The following codecs have been tested with our frameworks and are included, by default, in the src\main\resources\uc.conf.sample configuration available in fastdoopc-1.0.0-all.jar:

Datasets

FASTdoopC has been tested by using two different datasets. The first type of dataset, referred to as type 1 datasets, is a collection of FASTQ and FASTA files of different sizes. The FASTA files of these datasets contain a set of reads extracted uniformly at random from a collection of genomic sequences coming from the Human genome. The FASTQ files of these datasets contain a set of reads extracted uniformly at random from a collection of genomic sequences coming fromthe Pinus Taeda genome. The second type of dataset, referred to as type 2 datasets, is a collection of FASTQ files corresponding to different coverages of the H.sapiens genome.
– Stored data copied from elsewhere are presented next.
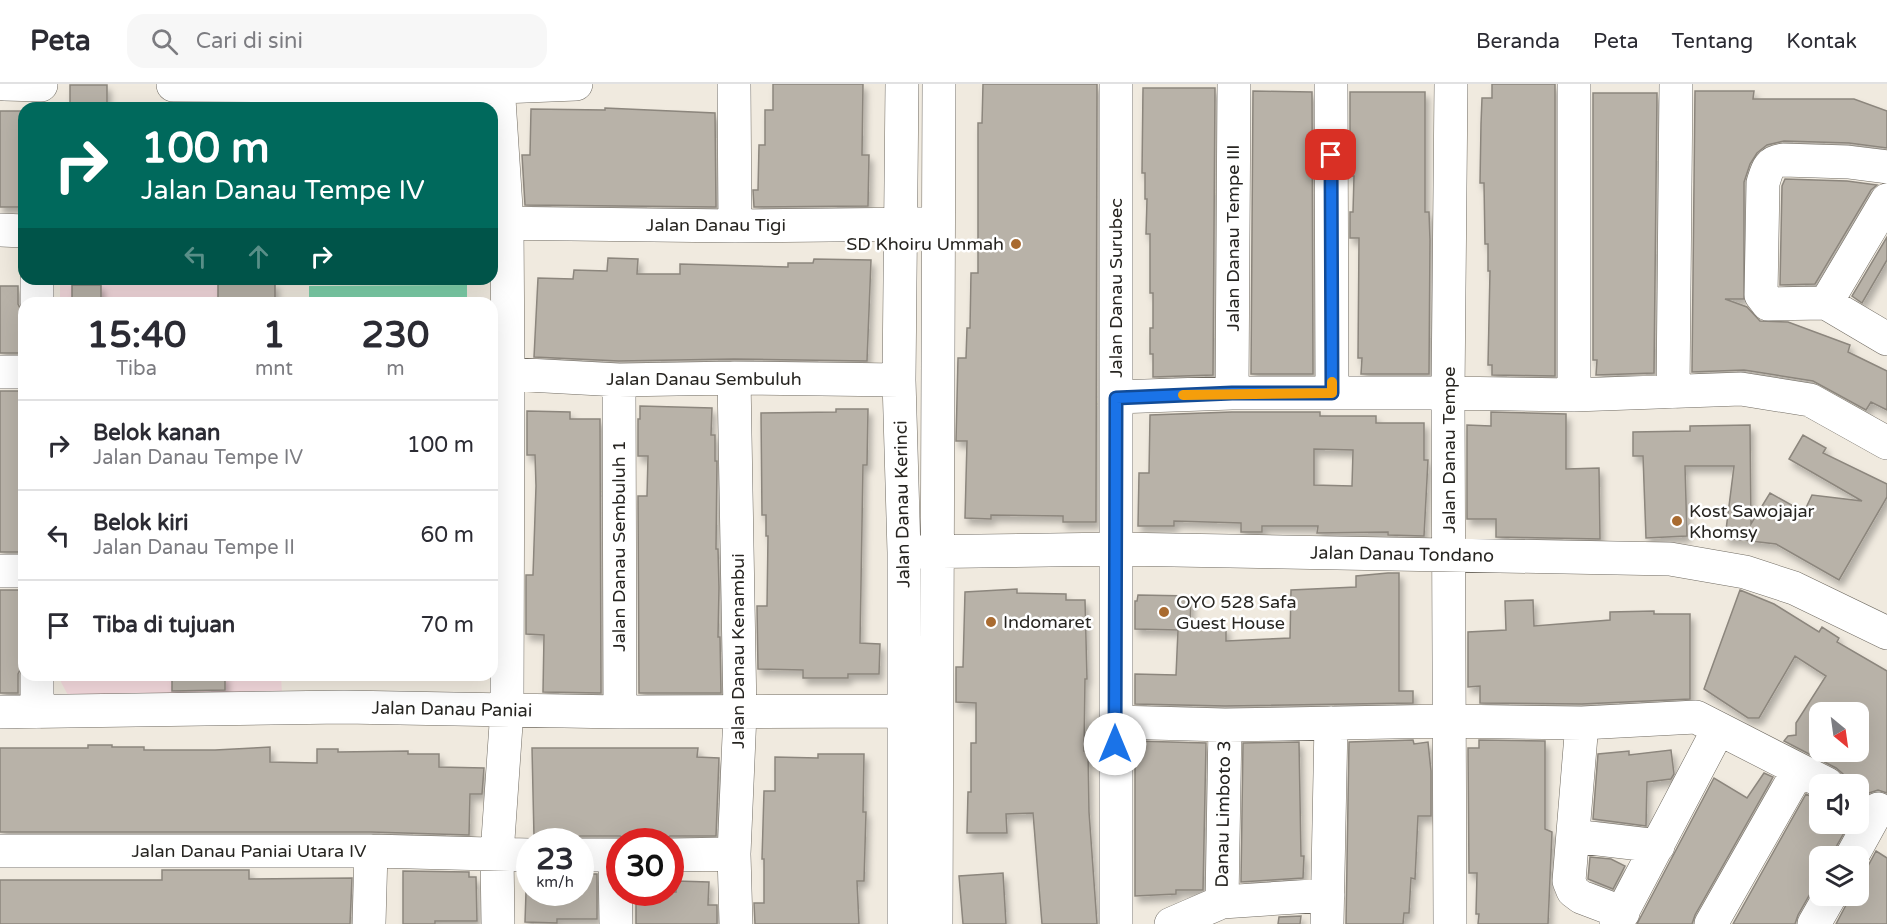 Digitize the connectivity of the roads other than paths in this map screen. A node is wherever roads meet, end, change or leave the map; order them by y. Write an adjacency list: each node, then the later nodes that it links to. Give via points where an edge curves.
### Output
1 (4, 84): 2 (street)
2 (41, 84): 15 (street)
3 (576, 84): 13 (street)
4 (734, 84): 21 (street)
5 (902, 84): 19 (street, Jalan Danau Kerinci)
6 (939, 84): 20 (street, Jalan Danau Kerinci)
7 (1116, 84): 37 (street, Jalan Danau Surubec)
8 (1234, 84): 33 (street, Jalan Danau Tempe III)
9 (1331, 84): 34 (street)
10 (1451, 84): 35 (street, Jalan Danau Tempe)
11 (1574, 84): 36 (street)
12 (1676, 84): 32 (street)
13 (498, 86): 14 (street); 18 (street)
14 (173, 92)
15 (41, 102)
16 (1887, 167): 24 (street, via 1783,160 1769,165 1762,195 1761,295 1768,304)
17 (1887, 200): 24 (street)
18 (500, 223): 21 (street, Jalan Danau Tigi); 28 (street)
19 (902, 224): 20 (street, Jalan Danau Tigi); 21 (street, Jalan Danau Tigi); 31 (street, Jalan Danau Kerinci)
20 (939, 224): 41 (street, Jalan Danau Kerinci)
21 (735, 226)
22 (0, 230): 23 (street)
23 (18, 231)
24 (1826, 303): 25 (street)
25 (1887, 339)
26 (0, 372): 27 (street)
27 (18, 372)
28 (508, 374): 30 (street, Jalan Danau Sembuluh); 47 (street)
29 (734, 378): 30 (street, Jalan Danau Sembuluh); 31 (street, Jalan Danau Sembuluh); 52 (street, Jalan Danau Kenambui)
30 (619, 380): 51 (street, Jalan Danau Sembuluh 1)
31 (899, 380): 40 (street, Jalan Danau Kerinci)
32 (1673, 392): 36 (street); 38 (street, via 1741,389 1810,400)
33 (1232, 393): 34 (street); 37 (street)
34 (1332, 393): 35 (street)
35 (1448, 393): 36 (street); 42 (street, Jalan Danau Tempe)
36 (1574, 395)
37 (1116, 398): 39 (street, Jalan Danau Surubec)
38 (1887, 443)
39 (1117, 549): 41 (street, Jalan Danau Tondano); 42 (street, Jalan Danau Tondano); 53 (street, Jalan Danau Surubec)
40 (904, 552): 41 (street, Jalan Danau Tondano); 48 (street, Jalan Danau Kerinci)
41 (936, 552): 81 (street, Jalan Danau Kerinci)
42 (1449, 555): 45 (street, Jalan Danau Tondano, via 1670,559 1745,572 1794,588); 54 (street, Jalan Danau Tempe)
43 (0, 571): 44 (street)
44 (18, 572)
45 (1887, 633)
46 (37, 681): 50 (street)
47 (507, 710): 50 (street, Jalan Danau Paniai, via 344,707); 51 (street, Jalan Danau Paniai); 67 (street)
48 (903, 711): 52 (street, Jalan Danau Paniai); 80 (street, Jalan Danau Kerinci)
49 (0, 712): 50 (street, Jalan Danau Paniai)
50 (37, 712)
51 (620, 712): 52 (street, Jalan Danau Paniai)
52 (740, 713): 68 (street, Jalan Danau Kenambui)
53 (1115, 722): 57 (street); 82 (street, Jalan Danau Surubec)
54 (1448, 722): 55 (street); 56 (street); 84 (street, Jalan Danau Tempe)
55 (1331, 723): 57 (street); 74 (street)
56 (1582, 723): 58 (street, via 1696,717); 62 (street)
57 (1225, 725): 71 (street, Danau Limboto 3)
58 (1718, 730): 59 (street); 63 (street)
59 (1809, 776)
60 (1809, 784): 85 (street)
61 (1875, 808): 64 (street)
62 (1573, 836): 63 (street); 75 (street, via 1569,881 1573,891)
63 (1658, 846): 75 (street)
64 (1857, 846)
65 (0, 851): 66 (street, Jalan Danau Paniai Utara IV)
66 (370, 851): 67 (street, Jalan Danau Paniai Utara IV); 76 (street)
67 (497, 854): 69 (street, Jalan Danau Paniai Utara IV); 77 (street)
68 (734, 854): 70 (street); 79 (street, Jalan Danau Kenambui)
69 (516, 855)
70 (684, 855)
71 (1222, 902): 74 (street); 83 (street)
72 (616, 906): 78 (street)
73 (1824, 906): 86 (street)
74 (1327, 909)
75 (1619, 919)
76 (369, 924)
77 (498, 924)
78 (616, 924)
79 (736, 924)
80 (904, 924)
81 (936, 924)
82 (1116, 924)
83 (1172, 924)
84 (1450, 924)
85 (1711, 924)
86 (1814, 924) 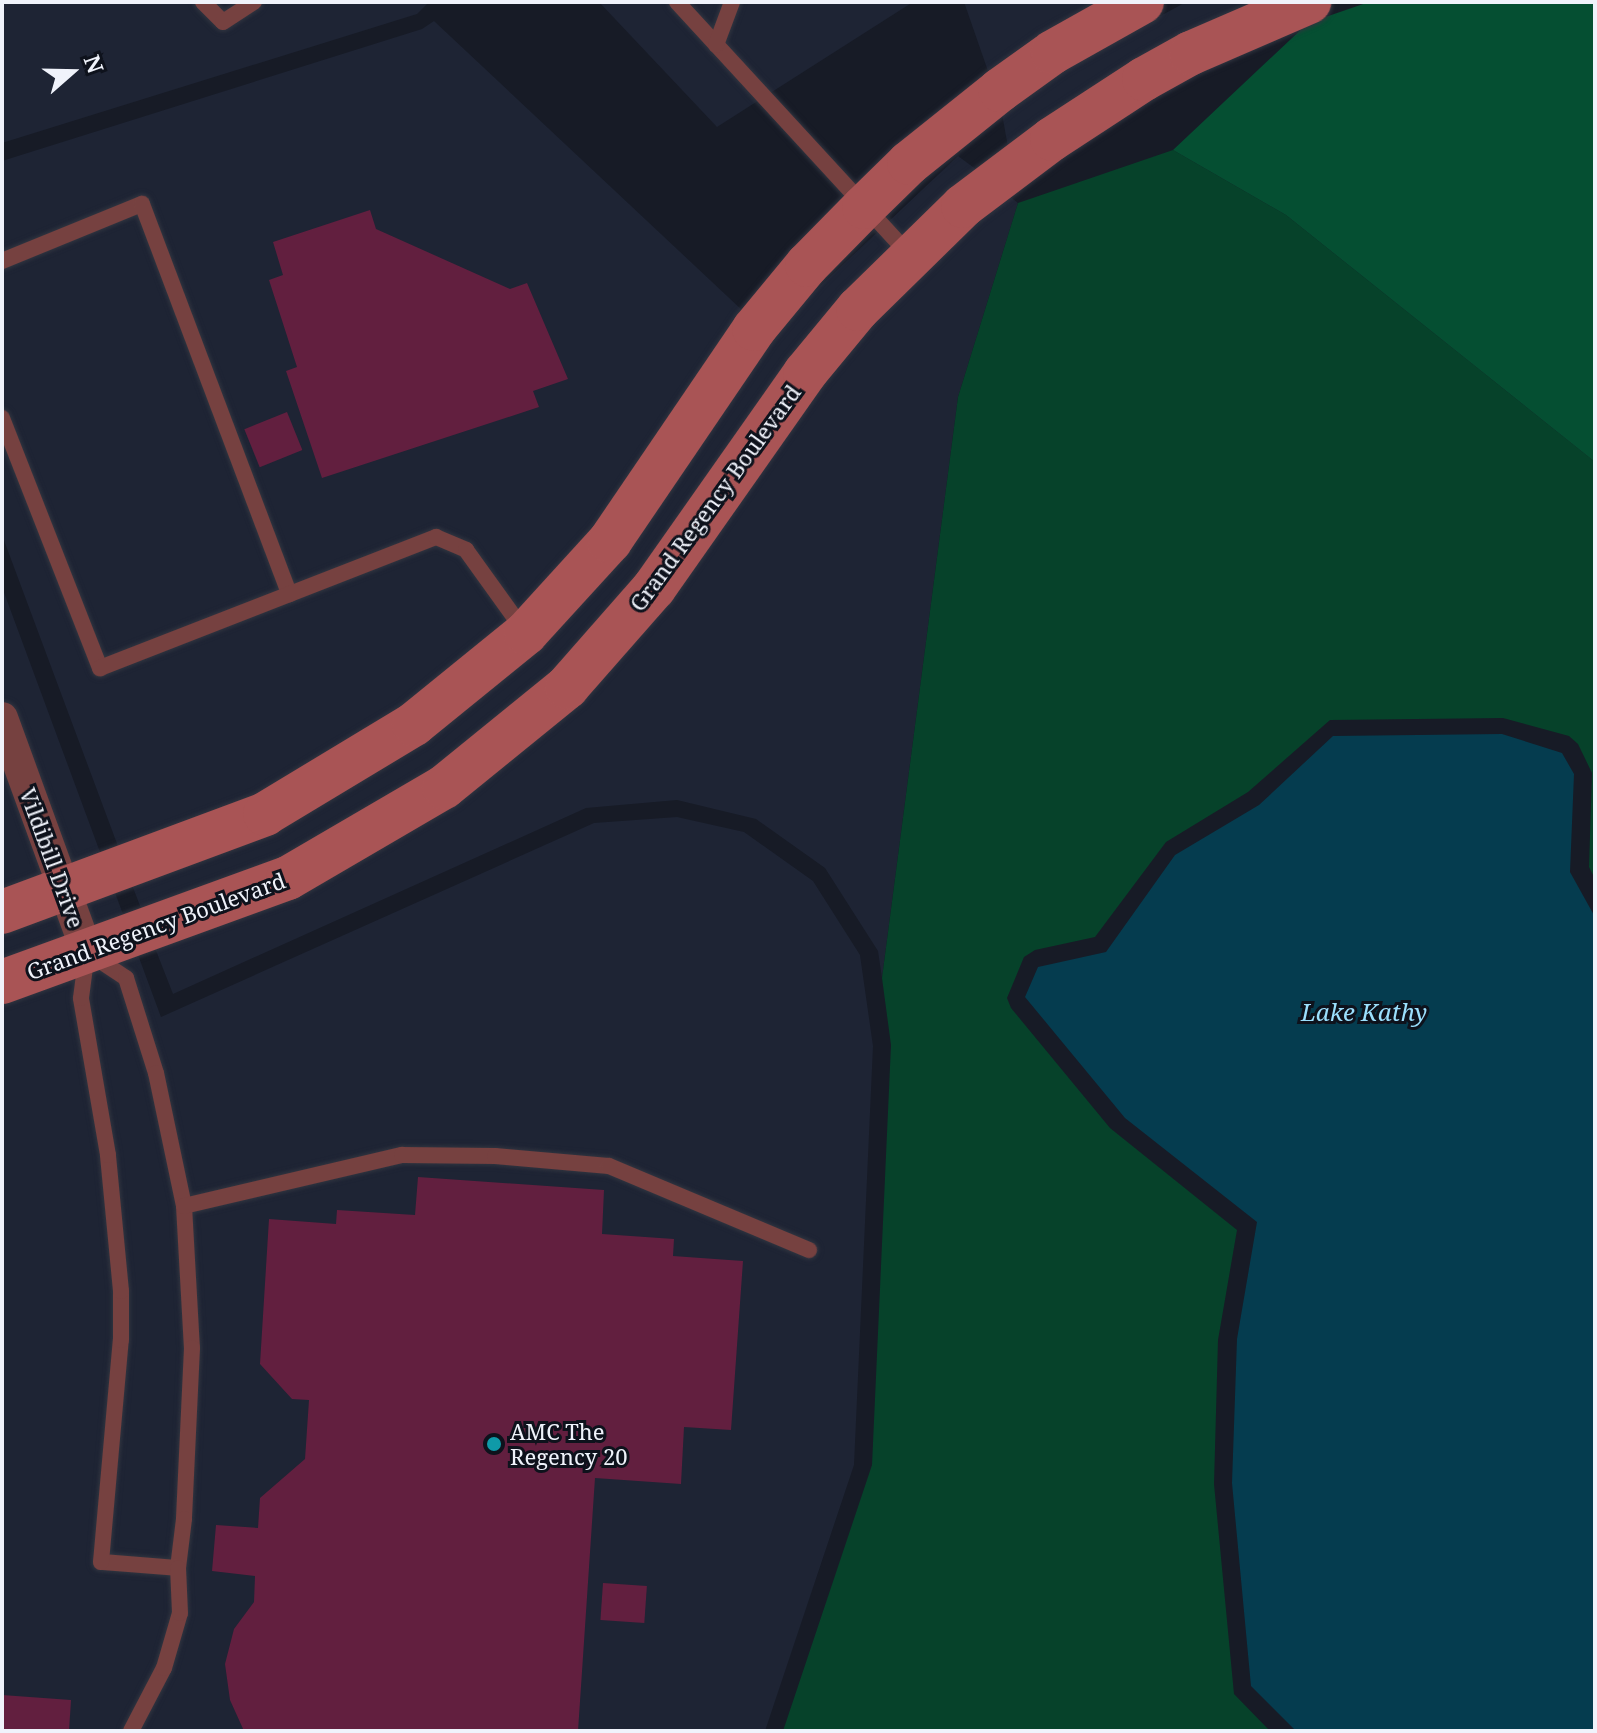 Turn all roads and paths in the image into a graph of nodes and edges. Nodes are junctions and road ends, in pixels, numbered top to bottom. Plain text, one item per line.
1 (203, 2) edge
2 (254, 2) edge
3 (677, 2) edge
4 (732, 2) edge
5 (1142, 2) edge
6 (1309, 2) edge
7 (716, 45) junction
8 (864, 207) junction
9 (910, 255) junction
10 (2, 261) edge
11 (2, 418) edge
12 (289, 594) junction
13 (526, 633) junction
14 (567, 687) junction
15 (2, 718) edge
16 (64, 890) junction
17 (2, 912) edge
18 (87, 952) junction
19 (2, 982) edge
20 (184, 1206) junction
21 (809, 1250) dead end
22 (178, 1568) junction
23 (131, 1731) edge

1 - 2 lane
3 - 7 lane
4 - 7 lane
5 - 8 street
6 - 9 street, Grand Regency Boulevard
7 - 8 lane
8 - 9 lane
8 - 13 street
9 - 14 street, Grand Regency Boulevard
10 - 12 lane
11 - 12 lane
12 - 13 lane
13 - 14 street
13 - 16 street
14 - 18 street, Grand Regency Boulevard
15 - 16 street, Vildibill Drive
16 - 17 street
16 - 18 street, Vildibill Drive
18 - 19 street, Grand Regency Boulevard
18 - 20 lane
18 - 22 lane
20 - 21 lane
20 - 22 lane
22 - 23 lane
The datasets can be downloaded from: datasets

Type 1 datasets (FASTA files):

  • 16GB.fasta
  • 32GB.fasta
  • 64GB.fasta
  • 96GB.fasta

Type 1 datasets (FASTQ files):

  • 16GB.fastq
  • 32GB.fastq
  • 64GB.fastq
  • 96GB.fastq

Type 2 datasets (FASTQ files):

  • hsapiens1.fastq
  • hsapiens2.fastq
  • hsapiens3.fastq

Running on Amazon Web Services (AWS)

We refer the interested reader to the following link for a quick guide about the installation of Apache Hadoop on a free EC2 AWS instance: https://dzone.com/articles/how-set-multi-node-hadoop.

Developing an Hadoop Splittable Codec for FASTA/FASTQ files

Our framework includes a library of classes useful to simplify and accelerate the development of a specialized Hadoop splittable compression codec. This solution can be preferred to the usage of the universal meta-codec when looking for the best performance possible. More information are available in README.md.

Benchmarking

The framework includes two standard benchmarks that can be used to analyze the performance of currently supported compression codec as well as new ones when used to perform two reference activities. The first benchmark is about counting in a distributed way the number of nucleotides existing in a given input FASTA/Q file. The second benchmark is an extension of the first one, with all the counts returned by the first benchmark being aggregated on a single machine and returned, as output, in a new HDFS file. To run one of these benchmarks, the following parameters must be set in the configuration file.

Parameter Description
bench The benchmark to perform. The value must be map, for running the first benchmark and ‘mapreduce’, for running the second benchmark.
sequence.type The type of the uncompressed input data. The value can be fasta or fastq.